Stored data below:
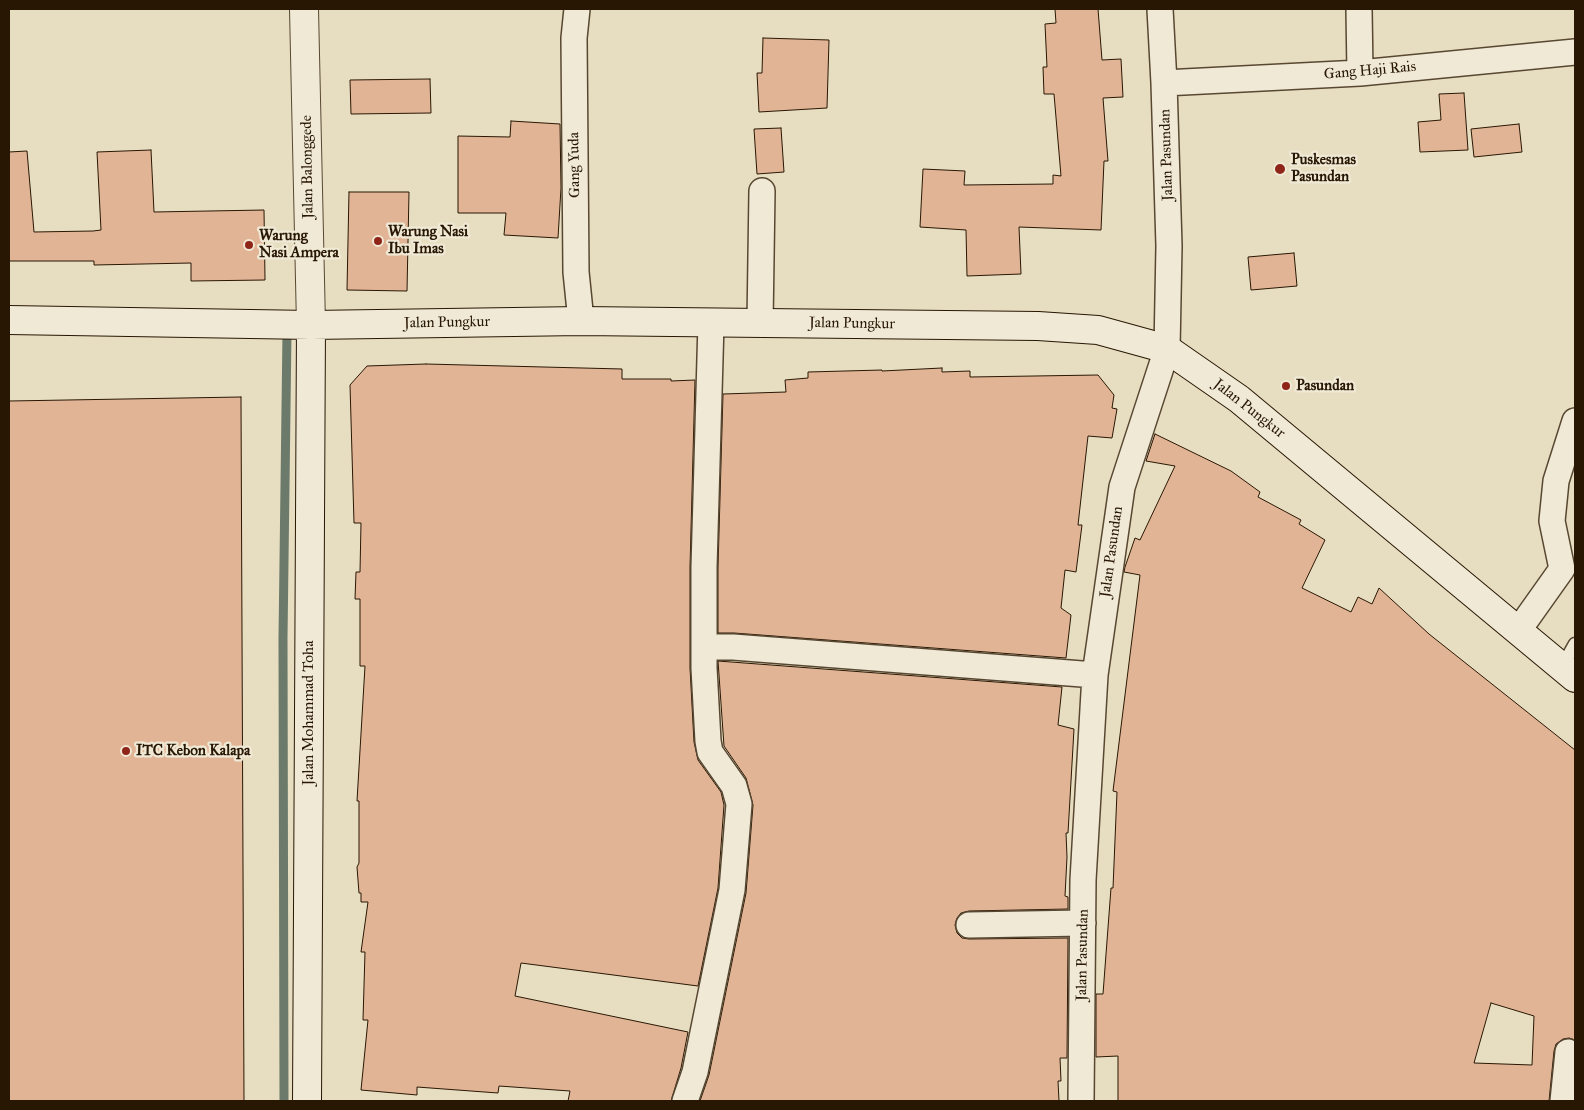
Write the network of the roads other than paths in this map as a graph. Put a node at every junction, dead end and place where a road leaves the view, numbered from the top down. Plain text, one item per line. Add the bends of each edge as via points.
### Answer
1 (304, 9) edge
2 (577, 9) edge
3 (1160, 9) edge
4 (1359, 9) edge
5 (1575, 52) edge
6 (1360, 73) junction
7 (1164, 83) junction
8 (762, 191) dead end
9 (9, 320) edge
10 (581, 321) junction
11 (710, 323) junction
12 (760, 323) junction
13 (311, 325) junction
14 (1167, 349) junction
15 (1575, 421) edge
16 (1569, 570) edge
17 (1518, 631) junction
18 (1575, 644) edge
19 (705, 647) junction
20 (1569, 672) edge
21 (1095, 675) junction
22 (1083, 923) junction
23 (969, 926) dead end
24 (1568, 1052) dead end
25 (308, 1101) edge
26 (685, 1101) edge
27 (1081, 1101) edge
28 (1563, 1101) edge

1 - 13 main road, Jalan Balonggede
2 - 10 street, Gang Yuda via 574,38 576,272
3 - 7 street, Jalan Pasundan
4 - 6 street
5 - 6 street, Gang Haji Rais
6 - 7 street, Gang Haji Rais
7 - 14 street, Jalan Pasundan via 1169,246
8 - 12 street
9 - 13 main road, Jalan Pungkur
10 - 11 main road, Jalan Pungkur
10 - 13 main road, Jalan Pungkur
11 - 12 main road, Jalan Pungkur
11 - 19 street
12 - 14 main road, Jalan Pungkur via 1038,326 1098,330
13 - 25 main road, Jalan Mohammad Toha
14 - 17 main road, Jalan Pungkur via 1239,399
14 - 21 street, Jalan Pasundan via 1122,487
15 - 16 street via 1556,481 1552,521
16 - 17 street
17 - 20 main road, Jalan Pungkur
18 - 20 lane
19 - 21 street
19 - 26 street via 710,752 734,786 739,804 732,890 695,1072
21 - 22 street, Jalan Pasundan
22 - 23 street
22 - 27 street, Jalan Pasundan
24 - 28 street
End of Stored data.
Stored data below:
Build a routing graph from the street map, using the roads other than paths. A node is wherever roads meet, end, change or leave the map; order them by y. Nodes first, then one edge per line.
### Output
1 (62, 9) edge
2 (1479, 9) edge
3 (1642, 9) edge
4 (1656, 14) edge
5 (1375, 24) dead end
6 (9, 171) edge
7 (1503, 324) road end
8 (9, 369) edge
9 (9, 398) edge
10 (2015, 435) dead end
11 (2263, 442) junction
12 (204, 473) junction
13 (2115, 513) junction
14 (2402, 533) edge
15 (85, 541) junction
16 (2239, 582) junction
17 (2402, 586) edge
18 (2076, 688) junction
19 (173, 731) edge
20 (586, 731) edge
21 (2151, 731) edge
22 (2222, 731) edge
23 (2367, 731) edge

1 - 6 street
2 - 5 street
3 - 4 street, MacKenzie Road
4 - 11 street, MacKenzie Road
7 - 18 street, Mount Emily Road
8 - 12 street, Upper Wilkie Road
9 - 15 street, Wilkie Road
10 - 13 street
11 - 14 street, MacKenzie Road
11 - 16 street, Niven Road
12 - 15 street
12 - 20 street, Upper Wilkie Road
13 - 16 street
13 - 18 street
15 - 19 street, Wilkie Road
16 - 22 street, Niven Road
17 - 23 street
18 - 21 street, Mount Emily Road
End of Stored data.
## Problem description:
Say how many lines of the data hold the string "roads", with no other words in your reply.

## Reply to the task:
2